**** Information supplied ****
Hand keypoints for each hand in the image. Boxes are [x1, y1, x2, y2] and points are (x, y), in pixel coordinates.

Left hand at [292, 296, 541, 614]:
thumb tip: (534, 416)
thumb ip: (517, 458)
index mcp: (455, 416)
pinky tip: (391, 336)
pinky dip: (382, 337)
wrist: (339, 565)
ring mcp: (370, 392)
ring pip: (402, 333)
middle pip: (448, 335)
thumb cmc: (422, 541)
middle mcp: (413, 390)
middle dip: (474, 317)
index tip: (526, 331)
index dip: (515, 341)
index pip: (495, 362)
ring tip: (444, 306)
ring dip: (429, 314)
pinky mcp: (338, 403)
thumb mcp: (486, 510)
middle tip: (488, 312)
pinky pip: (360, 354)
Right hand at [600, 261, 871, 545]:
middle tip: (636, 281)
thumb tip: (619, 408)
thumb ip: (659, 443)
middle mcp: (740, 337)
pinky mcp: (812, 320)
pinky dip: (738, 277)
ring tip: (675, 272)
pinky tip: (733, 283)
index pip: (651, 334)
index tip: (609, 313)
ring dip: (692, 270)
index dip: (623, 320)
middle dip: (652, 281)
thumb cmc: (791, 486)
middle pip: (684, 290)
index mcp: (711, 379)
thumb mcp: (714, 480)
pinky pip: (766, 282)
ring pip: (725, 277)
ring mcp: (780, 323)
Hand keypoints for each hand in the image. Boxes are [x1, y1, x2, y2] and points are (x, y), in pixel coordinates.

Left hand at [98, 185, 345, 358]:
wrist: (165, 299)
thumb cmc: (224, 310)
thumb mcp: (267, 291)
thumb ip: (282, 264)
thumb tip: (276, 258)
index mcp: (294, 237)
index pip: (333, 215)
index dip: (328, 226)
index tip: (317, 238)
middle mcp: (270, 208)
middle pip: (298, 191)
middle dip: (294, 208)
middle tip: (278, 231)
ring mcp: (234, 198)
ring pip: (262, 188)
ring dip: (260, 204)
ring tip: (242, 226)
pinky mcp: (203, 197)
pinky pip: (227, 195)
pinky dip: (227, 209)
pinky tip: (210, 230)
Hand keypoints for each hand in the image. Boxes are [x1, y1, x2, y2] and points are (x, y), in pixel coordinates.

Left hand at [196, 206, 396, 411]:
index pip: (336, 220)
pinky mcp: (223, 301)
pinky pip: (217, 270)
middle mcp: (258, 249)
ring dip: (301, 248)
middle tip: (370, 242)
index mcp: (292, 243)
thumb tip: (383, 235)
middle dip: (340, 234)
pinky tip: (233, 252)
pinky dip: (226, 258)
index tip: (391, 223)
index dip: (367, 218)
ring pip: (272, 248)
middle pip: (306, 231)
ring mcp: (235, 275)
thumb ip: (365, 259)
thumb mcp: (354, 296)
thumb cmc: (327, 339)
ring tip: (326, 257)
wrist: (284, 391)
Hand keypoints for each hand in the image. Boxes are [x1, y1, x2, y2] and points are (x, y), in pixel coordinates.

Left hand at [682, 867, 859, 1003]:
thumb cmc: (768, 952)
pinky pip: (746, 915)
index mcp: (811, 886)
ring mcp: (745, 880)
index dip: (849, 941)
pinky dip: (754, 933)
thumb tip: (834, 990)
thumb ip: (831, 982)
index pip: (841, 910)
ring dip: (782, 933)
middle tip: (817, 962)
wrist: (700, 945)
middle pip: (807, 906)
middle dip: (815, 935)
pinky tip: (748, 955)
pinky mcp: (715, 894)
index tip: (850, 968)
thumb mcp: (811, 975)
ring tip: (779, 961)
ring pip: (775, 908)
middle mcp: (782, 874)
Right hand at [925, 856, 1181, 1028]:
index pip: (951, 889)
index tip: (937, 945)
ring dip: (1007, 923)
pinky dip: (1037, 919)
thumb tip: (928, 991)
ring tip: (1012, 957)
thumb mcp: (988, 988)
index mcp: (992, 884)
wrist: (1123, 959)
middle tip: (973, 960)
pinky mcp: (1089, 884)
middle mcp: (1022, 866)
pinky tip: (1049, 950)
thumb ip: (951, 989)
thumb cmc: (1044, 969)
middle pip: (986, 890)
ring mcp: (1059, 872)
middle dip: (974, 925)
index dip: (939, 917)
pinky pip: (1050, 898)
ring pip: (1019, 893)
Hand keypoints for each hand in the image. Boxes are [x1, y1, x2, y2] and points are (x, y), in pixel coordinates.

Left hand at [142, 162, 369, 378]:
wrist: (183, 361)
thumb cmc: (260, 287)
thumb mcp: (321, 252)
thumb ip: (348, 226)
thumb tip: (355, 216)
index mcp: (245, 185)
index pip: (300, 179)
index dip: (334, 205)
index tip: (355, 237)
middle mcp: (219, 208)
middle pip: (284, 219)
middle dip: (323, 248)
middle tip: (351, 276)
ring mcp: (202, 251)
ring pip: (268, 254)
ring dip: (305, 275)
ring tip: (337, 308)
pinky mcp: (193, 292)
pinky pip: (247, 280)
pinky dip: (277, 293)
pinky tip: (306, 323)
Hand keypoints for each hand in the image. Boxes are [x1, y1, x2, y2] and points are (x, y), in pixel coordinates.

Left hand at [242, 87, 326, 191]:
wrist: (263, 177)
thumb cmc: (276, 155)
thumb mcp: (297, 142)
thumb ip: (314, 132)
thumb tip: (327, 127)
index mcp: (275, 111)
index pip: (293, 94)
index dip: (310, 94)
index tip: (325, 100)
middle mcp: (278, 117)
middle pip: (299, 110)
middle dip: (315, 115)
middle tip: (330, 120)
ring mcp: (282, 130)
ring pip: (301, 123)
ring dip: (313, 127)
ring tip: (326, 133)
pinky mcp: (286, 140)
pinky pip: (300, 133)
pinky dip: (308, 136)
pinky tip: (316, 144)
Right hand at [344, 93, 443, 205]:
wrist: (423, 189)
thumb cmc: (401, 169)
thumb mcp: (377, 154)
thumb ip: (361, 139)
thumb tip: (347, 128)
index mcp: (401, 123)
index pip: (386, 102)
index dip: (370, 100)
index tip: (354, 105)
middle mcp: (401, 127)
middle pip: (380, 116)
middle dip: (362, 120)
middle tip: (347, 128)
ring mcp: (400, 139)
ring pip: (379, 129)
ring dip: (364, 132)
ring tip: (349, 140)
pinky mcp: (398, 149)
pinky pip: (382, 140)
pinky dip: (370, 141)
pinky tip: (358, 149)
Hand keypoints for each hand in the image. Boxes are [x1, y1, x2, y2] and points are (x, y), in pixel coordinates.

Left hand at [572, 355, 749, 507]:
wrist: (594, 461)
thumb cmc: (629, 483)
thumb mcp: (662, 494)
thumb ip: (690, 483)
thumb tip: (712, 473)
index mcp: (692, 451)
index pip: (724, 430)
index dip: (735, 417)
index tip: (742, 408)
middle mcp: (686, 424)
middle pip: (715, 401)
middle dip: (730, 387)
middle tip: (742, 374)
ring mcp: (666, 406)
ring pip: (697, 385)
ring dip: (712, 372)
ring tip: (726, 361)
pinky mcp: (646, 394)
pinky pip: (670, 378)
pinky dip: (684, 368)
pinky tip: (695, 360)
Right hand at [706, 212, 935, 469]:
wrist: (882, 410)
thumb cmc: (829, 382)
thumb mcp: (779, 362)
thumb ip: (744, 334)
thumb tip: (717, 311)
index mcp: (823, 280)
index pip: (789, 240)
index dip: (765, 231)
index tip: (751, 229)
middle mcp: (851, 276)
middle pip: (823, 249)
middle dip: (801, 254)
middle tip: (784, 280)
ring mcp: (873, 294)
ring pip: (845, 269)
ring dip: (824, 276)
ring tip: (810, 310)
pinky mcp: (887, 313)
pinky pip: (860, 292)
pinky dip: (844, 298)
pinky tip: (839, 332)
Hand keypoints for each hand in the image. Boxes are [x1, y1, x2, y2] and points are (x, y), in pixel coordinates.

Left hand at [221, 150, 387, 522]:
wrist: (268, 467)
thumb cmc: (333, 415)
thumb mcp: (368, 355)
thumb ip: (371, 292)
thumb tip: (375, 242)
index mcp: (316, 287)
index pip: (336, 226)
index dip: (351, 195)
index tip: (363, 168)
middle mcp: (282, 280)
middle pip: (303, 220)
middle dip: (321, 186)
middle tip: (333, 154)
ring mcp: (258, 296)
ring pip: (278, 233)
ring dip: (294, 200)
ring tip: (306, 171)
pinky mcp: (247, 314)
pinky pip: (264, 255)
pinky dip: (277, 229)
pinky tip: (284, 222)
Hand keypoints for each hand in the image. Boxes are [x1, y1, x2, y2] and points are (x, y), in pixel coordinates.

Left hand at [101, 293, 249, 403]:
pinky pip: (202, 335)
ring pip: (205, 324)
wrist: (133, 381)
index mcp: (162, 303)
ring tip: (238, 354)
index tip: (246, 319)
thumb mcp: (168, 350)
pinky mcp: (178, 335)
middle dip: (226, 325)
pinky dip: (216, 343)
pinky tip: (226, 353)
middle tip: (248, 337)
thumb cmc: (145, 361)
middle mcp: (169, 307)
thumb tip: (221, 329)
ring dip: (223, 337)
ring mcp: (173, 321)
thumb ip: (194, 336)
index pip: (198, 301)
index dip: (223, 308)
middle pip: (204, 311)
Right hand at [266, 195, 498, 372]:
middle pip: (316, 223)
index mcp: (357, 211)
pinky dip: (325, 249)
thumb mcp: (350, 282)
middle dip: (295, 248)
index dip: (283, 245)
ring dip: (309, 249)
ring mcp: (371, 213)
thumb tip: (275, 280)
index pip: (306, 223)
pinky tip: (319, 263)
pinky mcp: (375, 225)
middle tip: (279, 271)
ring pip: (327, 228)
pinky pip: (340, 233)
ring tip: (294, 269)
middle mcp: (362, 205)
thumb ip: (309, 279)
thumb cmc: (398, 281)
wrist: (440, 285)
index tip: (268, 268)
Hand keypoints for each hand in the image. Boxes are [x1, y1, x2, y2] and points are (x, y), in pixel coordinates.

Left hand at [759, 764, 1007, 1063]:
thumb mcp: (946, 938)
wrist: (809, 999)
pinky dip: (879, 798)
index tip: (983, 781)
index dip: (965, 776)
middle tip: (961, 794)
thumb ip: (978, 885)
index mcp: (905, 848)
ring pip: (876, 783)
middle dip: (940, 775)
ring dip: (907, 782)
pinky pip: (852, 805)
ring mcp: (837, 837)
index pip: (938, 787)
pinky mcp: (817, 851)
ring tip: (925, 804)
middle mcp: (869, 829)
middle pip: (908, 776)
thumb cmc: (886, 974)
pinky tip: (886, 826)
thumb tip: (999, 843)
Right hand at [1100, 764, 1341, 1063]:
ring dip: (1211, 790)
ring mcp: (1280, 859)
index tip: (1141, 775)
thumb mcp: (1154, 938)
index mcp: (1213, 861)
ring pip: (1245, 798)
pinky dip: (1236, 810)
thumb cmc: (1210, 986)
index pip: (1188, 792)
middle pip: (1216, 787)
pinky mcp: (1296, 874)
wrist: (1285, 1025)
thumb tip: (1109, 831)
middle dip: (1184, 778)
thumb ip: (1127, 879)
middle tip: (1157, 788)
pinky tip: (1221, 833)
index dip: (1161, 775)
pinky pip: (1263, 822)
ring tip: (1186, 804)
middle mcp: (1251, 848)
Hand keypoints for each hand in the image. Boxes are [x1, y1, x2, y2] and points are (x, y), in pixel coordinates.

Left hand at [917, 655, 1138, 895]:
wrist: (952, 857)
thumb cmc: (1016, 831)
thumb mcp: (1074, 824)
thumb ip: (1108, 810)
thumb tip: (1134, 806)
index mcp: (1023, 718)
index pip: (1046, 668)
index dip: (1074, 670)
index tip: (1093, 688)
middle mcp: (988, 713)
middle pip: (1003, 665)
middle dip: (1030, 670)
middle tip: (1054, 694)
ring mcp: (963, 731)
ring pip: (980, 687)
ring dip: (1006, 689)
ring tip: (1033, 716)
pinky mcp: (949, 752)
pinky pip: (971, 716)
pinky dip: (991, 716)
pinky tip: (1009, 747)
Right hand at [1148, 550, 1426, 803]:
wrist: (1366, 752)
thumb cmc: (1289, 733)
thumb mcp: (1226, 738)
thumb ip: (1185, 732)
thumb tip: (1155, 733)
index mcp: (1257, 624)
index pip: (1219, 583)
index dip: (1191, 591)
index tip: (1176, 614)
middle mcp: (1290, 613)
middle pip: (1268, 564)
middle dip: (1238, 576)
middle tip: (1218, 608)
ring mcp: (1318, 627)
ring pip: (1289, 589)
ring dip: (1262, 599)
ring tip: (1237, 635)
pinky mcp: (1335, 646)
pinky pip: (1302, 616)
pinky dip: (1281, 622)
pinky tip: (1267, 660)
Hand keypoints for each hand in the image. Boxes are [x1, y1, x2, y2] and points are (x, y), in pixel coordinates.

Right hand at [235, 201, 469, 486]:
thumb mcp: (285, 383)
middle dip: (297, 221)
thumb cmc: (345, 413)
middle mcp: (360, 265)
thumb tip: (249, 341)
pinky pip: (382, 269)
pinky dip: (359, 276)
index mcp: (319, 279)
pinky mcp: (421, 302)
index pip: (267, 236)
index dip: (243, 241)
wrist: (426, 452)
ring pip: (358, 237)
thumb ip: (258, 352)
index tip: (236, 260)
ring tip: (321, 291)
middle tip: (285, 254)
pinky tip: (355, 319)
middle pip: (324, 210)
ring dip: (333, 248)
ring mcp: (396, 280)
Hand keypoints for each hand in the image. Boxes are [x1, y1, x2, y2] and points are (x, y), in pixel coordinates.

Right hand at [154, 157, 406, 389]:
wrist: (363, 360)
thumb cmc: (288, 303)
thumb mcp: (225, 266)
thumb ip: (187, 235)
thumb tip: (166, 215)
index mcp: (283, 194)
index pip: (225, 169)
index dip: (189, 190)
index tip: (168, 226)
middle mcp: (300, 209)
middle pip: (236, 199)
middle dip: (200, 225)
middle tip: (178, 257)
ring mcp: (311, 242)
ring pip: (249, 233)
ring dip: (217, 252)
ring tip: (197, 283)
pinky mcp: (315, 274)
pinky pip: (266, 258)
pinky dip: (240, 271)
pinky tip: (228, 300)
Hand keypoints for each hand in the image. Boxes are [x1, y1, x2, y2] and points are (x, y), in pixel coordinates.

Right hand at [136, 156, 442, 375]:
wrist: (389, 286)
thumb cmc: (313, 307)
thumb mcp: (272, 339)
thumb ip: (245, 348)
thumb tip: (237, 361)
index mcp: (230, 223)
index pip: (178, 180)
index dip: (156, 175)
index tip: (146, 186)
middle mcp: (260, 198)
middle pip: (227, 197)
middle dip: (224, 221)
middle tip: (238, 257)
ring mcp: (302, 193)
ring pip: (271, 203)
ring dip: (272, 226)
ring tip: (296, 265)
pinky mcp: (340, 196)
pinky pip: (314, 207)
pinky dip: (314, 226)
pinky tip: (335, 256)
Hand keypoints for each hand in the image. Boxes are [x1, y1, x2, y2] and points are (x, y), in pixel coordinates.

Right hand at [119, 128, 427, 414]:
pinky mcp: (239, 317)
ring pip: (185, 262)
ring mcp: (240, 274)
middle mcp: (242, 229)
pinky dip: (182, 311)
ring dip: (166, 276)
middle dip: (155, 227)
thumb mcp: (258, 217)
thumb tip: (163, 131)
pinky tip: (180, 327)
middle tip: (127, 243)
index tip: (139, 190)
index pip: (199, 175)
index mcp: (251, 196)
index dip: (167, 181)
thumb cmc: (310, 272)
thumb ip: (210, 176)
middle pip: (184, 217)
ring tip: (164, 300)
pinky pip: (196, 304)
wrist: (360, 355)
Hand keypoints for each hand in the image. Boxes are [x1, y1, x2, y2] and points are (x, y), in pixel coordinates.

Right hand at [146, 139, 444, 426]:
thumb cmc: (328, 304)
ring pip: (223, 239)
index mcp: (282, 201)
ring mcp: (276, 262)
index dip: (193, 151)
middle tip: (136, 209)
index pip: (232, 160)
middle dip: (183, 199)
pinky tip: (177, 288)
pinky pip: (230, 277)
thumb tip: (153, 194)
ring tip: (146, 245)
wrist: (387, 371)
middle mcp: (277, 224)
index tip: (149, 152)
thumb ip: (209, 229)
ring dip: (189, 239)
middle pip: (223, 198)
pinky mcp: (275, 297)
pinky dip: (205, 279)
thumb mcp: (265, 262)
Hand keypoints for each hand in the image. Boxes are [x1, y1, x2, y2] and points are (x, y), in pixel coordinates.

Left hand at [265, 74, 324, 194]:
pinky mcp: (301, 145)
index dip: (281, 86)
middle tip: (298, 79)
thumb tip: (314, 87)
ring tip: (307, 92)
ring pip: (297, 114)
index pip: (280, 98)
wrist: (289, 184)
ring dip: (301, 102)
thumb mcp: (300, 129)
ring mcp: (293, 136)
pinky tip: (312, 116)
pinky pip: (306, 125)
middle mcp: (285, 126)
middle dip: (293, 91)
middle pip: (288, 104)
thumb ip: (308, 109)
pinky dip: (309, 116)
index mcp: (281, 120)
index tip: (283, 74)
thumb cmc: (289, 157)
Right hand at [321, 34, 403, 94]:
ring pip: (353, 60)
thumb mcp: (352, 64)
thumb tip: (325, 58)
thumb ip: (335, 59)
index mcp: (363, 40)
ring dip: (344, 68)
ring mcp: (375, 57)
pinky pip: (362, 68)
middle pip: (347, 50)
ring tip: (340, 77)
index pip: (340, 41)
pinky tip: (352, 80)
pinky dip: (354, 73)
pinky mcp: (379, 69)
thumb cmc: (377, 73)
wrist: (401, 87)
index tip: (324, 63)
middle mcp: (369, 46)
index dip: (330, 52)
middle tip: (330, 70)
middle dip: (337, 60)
****
- **To do**
Write down, word for word, the lines above from the one containing "pinky pip: (670, 378)" through the one containing "pinky tip: (839, 332)", both ends included.

- **Task answer**
pinky pip: (670, 378)
pinky dip: (684, 368)
pinky tip: (695, 360)
Right hand at [706, 212, 935, 469]:
wrist: (882, 410)
thumb cmc: (829, 382)
thumb mcp: (779, 362)
thumb ip: (744, 334)
thumb tip: (717, 311)
index mcp: (823, 280)
index pip: (789, 240)
index dip: (765, 231)
index tip: (751, 229)
middle mcp: (851, 276)
middle pip: (823, 249)
middle dip: (801, 254)
middle tip: (784, 280)
ring mcp: (873, 294)
ring pip: (845, 269)
ring dip: (824, 276)
ring tip: (810, 310)
pinky mcp: (887, 313)
pinky pip: (860, 292)
pinky dip: (844, 298)
pinky tip: (839, 332)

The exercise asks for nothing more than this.